PROBLEM: For each line in the data below that has the word "ring", copy that line.

PROVIDED DATA section start

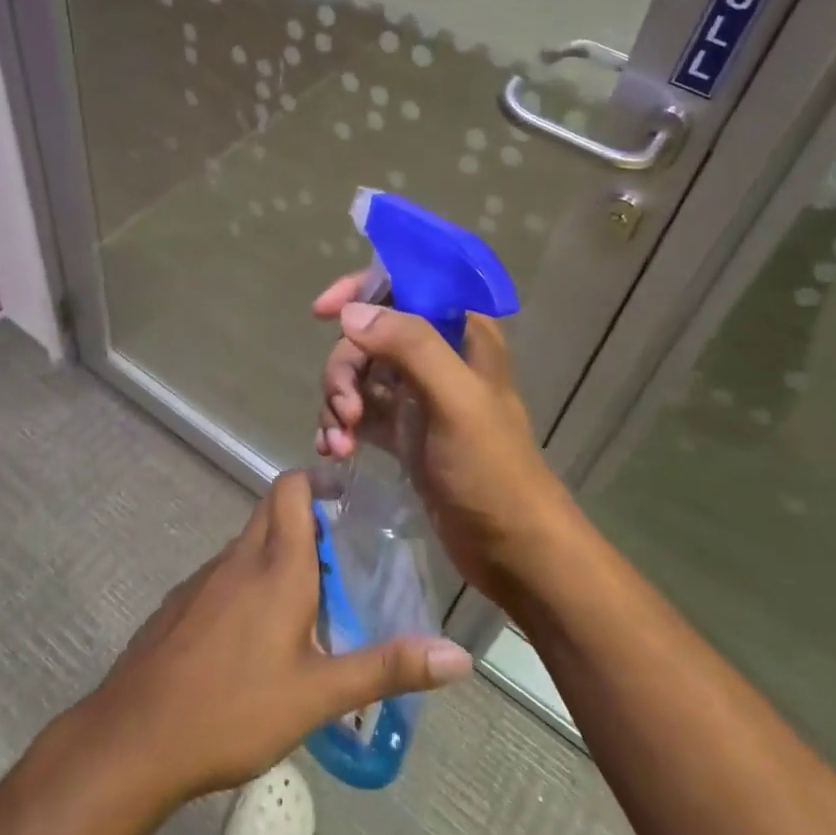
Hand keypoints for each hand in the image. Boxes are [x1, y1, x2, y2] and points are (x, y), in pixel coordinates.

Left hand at [85, 471, 472, 804]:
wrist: (135, 738)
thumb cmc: (235, 708)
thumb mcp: (319, 694)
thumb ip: (388, 668)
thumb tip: (459, 656)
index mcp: (277, 564)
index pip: (293, 488)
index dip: (320, 481)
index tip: (351, 500)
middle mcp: (239, 557)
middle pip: (273, 510)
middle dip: (308, 519)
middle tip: (343, 559)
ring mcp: (204, 578)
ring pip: (249, 544)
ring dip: (280, 554)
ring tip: (310, 603)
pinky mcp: (180, 602)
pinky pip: (225, 574)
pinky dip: (249, 582)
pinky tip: (257, 638)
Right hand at [312, 274, 579, 607]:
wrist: (512, 549)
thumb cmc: (492, 470)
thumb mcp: (456, 400)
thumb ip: (410, 346)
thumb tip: (351, 314)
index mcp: (462, 333)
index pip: (404, 285)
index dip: (360, 289)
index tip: (323, 312)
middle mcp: (438, 356)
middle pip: (369, 335)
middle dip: (344, 368)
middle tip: (343, 410)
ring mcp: (418, 395)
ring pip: (359, 375)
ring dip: (337, 402)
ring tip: (338, 442)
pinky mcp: (404, 432)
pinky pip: (358, 413)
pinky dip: (340, 426)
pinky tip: (334, 452)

PROVIDED DATA section end

EXERCISE OUTPUT:
ring mcp: (204, 578)
ring pip: (249, 544)
ring dip: (280, 554)
ring tip: (310, 603)
ring mcp: (418, 395)
ring pip: (359, 375)
ring dip: (337, 402)
ring tip: (338, 442)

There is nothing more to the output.